After reading the data below, copy out every line that contains the word "soft".

++++ PROVIDED RECORDS ++++

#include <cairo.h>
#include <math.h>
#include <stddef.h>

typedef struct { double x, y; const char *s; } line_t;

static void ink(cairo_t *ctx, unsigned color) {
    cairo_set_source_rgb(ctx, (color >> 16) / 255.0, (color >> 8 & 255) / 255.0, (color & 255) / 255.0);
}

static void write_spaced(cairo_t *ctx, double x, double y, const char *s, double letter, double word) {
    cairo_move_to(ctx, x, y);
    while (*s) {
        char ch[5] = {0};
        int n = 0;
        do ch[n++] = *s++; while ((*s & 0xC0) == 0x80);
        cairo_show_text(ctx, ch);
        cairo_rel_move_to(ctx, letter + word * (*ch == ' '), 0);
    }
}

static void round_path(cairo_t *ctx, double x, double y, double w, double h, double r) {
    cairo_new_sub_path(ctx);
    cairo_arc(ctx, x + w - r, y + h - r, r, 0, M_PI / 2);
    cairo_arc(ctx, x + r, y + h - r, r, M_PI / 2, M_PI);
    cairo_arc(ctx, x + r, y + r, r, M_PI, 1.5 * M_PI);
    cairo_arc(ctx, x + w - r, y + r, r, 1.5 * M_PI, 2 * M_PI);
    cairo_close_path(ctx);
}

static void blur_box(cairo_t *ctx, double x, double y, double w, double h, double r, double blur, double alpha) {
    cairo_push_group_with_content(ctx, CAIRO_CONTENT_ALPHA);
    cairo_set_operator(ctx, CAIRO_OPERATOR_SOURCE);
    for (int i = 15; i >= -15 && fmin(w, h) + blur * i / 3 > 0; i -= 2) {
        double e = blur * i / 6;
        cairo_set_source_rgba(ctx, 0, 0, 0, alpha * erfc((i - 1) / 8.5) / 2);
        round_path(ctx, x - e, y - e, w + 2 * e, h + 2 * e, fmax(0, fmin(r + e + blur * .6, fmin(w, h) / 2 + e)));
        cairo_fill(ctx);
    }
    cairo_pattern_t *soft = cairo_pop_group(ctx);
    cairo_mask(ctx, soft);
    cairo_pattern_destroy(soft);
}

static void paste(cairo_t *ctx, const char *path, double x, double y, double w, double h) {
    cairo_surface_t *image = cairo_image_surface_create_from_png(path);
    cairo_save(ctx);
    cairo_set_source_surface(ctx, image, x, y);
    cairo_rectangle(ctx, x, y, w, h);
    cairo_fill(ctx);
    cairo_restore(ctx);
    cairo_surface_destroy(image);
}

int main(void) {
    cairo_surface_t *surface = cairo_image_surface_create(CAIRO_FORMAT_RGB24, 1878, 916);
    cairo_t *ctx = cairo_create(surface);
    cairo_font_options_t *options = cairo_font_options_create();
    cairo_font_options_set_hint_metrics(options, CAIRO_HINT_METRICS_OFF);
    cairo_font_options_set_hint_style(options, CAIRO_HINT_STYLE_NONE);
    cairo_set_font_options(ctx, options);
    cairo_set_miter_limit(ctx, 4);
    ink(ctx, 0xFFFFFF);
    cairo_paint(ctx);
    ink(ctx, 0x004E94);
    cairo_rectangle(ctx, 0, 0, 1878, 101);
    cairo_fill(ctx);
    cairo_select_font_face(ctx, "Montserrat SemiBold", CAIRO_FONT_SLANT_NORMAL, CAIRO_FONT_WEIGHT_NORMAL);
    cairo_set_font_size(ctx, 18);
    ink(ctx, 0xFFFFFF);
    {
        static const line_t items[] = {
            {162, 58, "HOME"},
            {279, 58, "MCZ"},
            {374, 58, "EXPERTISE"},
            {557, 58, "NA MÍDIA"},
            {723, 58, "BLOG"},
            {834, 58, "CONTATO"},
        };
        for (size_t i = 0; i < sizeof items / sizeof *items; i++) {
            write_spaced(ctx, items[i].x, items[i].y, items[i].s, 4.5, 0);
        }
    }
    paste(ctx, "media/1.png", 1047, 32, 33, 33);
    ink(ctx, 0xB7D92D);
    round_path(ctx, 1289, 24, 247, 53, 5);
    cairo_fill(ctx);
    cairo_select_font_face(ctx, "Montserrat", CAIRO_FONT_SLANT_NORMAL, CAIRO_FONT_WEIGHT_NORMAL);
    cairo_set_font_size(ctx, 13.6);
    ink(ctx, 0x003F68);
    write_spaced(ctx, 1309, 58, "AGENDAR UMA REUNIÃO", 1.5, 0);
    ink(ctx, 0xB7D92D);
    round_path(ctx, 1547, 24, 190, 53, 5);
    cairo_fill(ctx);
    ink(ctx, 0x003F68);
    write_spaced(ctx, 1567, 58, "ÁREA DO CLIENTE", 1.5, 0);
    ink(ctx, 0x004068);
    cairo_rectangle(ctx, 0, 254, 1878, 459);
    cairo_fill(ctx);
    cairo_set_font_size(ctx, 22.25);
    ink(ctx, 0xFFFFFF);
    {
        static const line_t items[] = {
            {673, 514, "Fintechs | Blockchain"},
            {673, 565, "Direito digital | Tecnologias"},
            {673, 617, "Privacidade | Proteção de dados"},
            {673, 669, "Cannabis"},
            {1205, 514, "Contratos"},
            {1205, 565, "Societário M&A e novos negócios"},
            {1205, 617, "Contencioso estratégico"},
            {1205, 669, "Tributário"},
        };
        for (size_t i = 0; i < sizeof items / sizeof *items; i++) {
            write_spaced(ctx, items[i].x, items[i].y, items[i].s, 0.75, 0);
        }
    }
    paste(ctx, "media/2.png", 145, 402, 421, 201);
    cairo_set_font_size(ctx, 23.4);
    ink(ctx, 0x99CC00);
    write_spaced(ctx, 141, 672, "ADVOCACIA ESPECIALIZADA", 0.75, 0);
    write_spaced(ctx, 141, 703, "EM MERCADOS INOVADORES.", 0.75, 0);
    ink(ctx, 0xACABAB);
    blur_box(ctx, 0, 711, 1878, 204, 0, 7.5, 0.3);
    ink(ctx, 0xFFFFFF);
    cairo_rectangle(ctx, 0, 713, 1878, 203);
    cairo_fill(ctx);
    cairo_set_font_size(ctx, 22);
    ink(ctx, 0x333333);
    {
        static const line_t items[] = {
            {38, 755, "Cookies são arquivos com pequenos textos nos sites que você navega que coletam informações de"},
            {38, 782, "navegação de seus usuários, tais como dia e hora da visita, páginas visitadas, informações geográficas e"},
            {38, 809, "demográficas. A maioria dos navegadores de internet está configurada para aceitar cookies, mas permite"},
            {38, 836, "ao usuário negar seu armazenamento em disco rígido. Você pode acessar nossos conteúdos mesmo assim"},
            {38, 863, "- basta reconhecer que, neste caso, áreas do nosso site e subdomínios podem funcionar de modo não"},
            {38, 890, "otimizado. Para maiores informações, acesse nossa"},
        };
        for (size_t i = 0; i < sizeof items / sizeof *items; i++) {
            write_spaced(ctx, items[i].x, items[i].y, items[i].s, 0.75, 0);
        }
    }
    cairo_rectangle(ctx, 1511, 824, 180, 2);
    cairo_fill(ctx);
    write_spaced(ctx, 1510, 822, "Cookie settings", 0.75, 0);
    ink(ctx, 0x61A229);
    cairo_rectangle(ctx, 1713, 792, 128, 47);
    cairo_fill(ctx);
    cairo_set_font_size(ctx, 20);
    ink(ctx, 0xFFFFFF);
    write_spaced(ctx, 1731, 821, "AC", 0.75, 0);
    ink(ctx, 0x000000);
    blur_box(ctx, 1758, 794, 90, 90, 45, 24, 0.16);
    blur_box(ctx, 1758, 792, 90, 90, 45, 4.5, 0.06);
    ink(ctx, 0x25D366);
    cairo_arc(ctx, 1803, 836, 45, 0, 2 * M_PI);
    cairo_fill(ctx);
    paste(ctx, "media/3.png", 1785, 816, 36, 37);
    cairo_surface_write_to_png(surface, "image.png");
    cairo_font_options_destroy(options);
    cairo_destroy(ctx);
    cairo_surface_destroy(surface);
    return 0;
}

++++

▸ TASK RESPONSE
    cairo_pattern_t *soft = cairo_pop_group(ctx);
    cairo_mask(ctx, soft);
    cairo_pattern_destroy(soft);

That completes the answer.